Saved data entries
*** Block opens ***
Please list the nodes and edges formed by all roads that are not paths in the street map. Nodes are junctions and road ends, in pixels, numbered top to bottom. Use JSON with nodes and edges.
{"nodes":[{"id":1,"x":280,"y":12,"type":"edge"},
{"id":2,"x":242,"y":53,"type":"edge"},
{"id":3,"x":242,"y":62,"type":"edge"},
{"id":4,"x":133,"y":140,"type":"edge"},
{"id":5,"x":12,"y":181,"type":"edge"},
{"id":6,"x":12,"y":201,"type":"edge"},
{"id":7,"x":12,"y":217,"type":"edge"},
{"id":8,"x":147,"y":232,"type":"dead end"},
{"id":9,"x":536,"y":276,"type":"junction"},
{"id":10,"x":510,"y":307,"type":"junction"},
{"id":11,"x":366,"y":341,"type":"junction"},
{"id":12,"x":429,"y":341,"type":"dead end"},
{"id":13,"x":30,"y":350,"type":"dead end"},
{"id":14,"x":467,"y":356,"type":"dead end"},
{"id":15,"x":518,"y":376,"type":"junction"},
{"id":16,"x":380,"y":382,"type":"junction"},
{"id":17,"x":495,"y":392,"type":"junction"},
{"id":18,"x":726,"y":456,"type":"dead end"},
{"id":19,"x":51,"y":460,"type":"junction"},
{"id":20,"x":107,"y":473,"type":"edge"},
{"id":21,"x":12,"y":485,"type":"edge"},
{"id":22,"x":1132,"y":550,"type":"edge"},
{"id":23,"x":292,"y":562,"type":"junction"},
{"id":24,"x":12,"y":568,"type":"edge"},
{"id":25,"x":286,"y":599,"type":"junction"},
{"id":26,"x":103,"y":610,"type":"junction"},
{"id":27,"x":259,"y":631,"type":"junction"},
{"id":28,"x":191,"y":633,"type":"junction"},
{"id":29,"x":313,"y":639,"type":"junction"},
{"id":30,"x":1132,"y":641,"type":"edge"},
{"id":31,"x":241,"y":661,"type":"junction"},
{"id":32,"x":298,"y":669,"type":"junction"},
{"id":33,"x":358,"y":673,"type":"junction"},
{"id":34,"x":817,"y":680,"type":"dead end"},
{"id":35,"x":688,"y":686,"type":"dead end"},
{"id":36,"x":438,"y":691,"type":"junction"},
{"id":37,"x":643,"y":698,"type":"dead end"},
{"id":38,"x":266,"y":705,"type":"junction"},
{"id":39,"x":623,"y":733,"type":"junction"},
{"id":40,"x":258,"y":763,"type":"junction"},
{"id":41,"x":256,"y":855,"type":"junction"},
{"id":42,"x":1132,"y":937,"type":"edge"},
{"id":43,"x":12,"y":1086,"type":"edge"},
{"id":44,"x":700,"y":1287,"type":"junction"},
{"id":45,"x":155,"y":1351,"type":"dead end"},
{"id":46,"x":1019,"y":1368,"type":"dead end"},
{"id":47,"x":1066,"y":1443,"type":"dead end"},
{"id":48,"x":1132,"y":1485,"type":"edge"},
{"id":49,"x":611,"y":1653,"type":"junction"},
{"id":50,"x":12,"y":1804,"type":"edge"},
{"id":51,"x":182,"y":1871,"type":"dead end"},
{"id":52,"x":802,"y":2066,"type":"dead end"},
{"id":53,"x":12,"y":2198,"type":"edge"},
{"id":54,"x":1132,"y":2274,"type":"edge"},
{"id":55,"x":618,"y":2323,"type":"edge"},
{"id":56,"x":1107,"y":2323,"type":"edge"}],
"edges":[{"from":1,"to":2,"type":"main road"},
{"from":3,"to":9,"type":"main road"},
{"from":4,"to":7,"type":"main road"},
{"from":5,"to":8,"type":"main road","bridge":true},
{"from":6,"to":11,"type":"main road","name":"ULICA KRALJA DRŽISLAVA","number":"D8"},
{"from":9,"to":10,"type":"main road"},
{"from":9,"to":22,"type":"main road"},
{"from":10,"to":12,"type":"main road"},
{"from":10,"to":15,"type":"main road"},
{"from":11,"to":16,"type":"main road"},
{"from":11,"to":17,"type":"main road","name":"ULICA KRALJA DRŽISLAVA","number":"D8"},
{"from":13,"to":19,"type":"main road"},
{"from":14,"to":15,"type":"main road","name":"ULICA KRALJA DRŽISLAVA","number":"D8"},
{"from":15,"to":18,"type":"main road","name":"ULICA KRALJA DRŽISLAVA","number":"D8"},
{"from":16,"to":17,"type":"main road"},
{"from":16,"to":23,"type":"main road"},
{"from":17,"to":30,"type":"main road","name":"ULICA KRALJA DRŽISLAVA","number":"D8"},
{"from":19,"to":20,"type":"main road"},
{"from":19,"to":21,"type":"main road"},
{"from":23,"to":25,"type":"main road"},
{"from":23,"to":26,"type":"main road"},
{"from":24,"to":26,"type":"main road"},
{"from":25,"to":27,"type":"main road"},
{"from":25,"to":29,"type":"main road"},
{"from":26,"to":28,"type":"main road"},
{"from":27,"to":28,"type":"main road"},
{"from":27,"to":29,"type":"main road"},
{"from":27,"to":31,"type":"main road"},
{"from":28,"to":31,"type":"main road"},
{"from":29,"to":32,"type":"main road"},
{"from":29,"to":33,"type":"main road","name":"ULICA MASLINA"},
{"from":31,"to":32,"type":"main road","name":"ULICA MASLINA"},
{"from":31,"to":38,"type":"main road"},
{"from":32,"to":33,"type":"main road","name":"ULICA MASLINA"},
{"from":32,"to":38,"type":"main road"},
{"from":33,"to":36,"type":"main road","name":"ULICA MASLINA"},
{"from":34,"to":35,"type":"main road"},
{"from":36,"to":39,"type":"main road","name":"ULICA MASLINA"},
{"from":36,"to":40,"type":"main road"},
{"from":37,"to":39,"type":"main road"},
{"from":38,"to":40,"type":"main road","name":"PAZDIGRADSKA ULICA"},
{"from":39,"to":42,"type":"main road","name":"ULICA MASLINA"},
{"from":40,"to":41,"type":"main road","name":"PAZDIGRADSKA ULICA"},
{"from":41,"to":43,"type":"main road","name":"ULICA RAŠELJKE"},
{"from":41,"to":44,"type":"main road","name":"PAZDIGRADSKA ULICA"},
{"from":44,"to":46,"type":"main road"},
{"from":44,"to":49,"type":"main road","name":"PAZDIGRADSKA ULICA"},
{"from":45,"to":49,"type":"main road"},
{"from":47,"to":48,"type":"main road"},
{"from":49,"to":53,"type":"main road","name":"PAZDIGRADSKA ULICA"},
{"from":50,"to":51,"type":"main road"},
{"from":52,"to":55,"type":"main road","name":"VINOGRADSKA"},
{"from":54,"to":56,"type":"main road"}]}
*** Block closes ***
* [ABOUT THIS TASK]: Transcribe every entry verbatim.

* [YOUR RESPONSE]:
Please list the nodes and edges formed by all roads that are not paths in the street map. Nodes are junctions and road ends, in pixels, numbered top to bottom. Use JSON with nodes and edges.
{"nodes":[{"id":1,"x":280,"y":12,"type":"edge"},
{"id":2,"x":242,"y":53,"type":"edge"},
{"id":3,"x":242,"y":62,"type":"edge"},
{"id":4,"x":133,"y":140,"type":"edge"},
{"id":5,"x":12,"y":181,"type":"edge"},
{"id":6,"x":12,"y":201,"type":"edge"},
{"id":7,"x":12,"y":217,"type":"edge"},
{"id":8,"x":147,"y":232,"type":"dead end"},
{"id":9,"x":536,"y":276,"type":"junction"},
{"id":10,"x":510,"y":307,"type":"junction"},
{"id":11,"x":366,"y":341,"type":"junction"},
{"id":12,"x":429,"y":341,"type":"dead end"},
{"id":13,"x":30,"y":350,"type":"dead end"},
{"id":14,"x":467,"y":356,"type":"dead end"},
{"id":15,"x":518,"y":376,"type":"junction"},
{"id":16,"x":380,"y":382,"type":"junction"},
{"id":17,"x":495,"y":392,"type":"junction"},
{"id":18,"x":726,"y":456,"type":"dead end"},
{"id":19,"x":51,"y":460,"type":"junction"},
{"id":20,"x":107,"y":473,"type":"edge"},
{"id":21,"x":12,"y":485,"type":"edge"},
{"id":22,"x":1132,"y":550,"type":"edge"},
{"id":23,"x":292,"y":562,"type":"junction"},
{"id":24,"x":12,"y":568,"type":"edge"},
{"id":25,"x":286,"y":599,"type":"junction"},
{"id":26,"x":103,"y":610,"type":"junction"},
{"id":27,"x":259,"y":631,"type":"junction"},
{"id":28,"x":191,"y":633,"type":"junction"},
{"id":29,"x":313,"y":639,"type":"junction"},
{"id":30,"x":1132,"y":641,"type":"edge"},
{"id":31,"x":241,"y":661,"type":"junction"},
{"id":32,"x":298,"y":669,"type":"junction"},
{"id":33,"x":358,"y":673,"type":"junction"},
{"id":34,"x":817,"y":680,"type":"dead end"},
{"id":35,"x":688,"y":686,"type":"dead end"},
{"id":36,"x":438,"y":691,"type":"junction"},
{"id":37,"x":643,"y":698,"type":"dead end"},
{"id":38,"x":266,"y":705,"type":"junction"},
{"id":39,"x":623,"y":733,"type":"junction"},
{"id":40,"x":258,"y":763,"type":"junction"},
{"id":41,"x":256,"y":855,"type":"junction"},
{"id":42,"x":1132,"y":937,"type":"edge"},
{"id":43,"x":12,"y":1086,"type":"edge"},
{"id":44,"x":700,"y":1287,"type":"junction"},
{"id":45,"x":155,"y":1351,"type":"dead end"},
{"id":46,"x":1019,"y":1368,"type":"dead end"},
{"id":47,"x":1066,"y":1443,"type":"dead end"},
{"id":48,"x":1132,"y":1485,"type":"edge"},
{"id":49,"x":611,"y":1653,"type":"junction"},
{"id":50,"x":12,"y":1804,"type":"edge"},
{"id":51,"x":182,"y":1871,"type":"dead end"},
{"id":52,"x":802,"y":2066,"type":"dead end"},
{"id":53,"x":12,"y":2198,"type":"edge"},
{"id":54,"x":1132,"y":2274,"type":"edge"},
{"id":55,"x":618,"y":2323,"type":"edge"},
{"id":56,"x":1107,"y":2323,"type":"edge"}],
"edges":[{"from":1,"to":2,"type":"main road"},
{"from":3,"to":9,"type":"main road"},
{"from":4,"to":7,"type":"main road"},
{"from":5,"to":8,"type":"main road","bridge":true},
{"from":6,"to":11,"type":"main road","name":"ULICA KRALJA DRŽISLAVA","number":"D8"},
{"from":9,"to":10,"type":"main road"},
{"from":9,"to":22,"type":"main road"},
{"from":10,"to":12,"type":"main road"},
{"from":10,"to":15,"type":"main road"},
{"from":11,"to":16,"type":"main road"},
{"from":11,"to":17,"type":"main road","name":"ULICA KRALJA DRŽISLAVA","number":"D8"},
{"from":13,"to":19,"type":"main road"},
{"from":14,"to":15,"type":"main road","name":"ULICA KRALJA DRŽISLAVA","number":"D8"},
{"from":15,"to":18,"type":"main road","name":"ULICA KRALJA DRŽISLAVA","number":"D8"},
{"from":16,"to":17,"type":"main road"},
{"from":16,"to":23,"type":"main road"},
{"from":17,"to":30,"type":"main road","name":"ULICA KRALJA DRŽISLAVA","number":"D8"},
{"from":19,"to":20,"type":"main road"},
{"from":19,"to":21,"type":"main road"},
{"from":23,"to":25,"type":"main road"},
{"from":23,"to":26,"type":"main road"},
{"from":24,"to":26,"type":"main road"},
{"from":25,"to":27,"type":"main road"},
{"from":25,"to":29,"type":"main road"},
{"from":26,"to":28,"type":"main road"},
{"from":27,"to":28,"type":"main road"},
{"from":27,"to":29,"type":"main road"},
{"from":27,"to":31,"type":"main road"},
{"from":28,"to":31,"type":"main road"},
{"from":29,"to":32,"type":"main road"},
{"from":29,"to":33,"type":"main road","name":"ULICA MASLINA"},
{"from":31,"to":32,"type":"main road","name":"ULICA MASLINA"},
{"from":31,"to":38,"type":"main road"},
{"from":32,"to":33,"type":"main road","name":"ULICA MASLINA"},
{"from":32,"to":38,"type":"main road"},
{"from":33,"to":36,"type":"main road","name":"ULICA MASLINA"},
{"from":34,"to":35,"type":"main road"},
{"from":36,"to":39,"type":"main road","name":"ULICA MASLINA"},
{"from":36,"to":40,"type":"main road"},
{"from":37,"to":39,"type":"main road"},
{"from":38,"to":40,"type":"main road","name":"PAZDIGRADSKA ULICA"},
{"from":39,"to":42,"type":"main road","name":"ULICA MASLINA"},
{"from":40,"to":41,"type":"main road","name":"PAZDIGRADSKA ULICA"},
{"from":41,"to":43,"type":"main road","name":"ULICA RAŠELJKE"},
{"from":41,"to":44,"type":"main road","name":"PAZDIGRADSKA ULICA"},
{"from":44,"to":46,"type":"main road"},
{"from":44,"to":49,"type":"main road","name":"PAZDIGRADSKA ULICA"},
{"from":45,"to":49,"type":"main road"},
{"from":47,"to":48,"type":"main road"},
{"from":49,"to":53,"type":"main road","name":"PAZDIGRADSKA ULICA"},
{"from":50,"to":51,"type":"main road"},
{"from":52,"to":55,"type":"main road","name":"VINOGRADSKA"},
{"from":54,"to":56,"type":"main road"}]}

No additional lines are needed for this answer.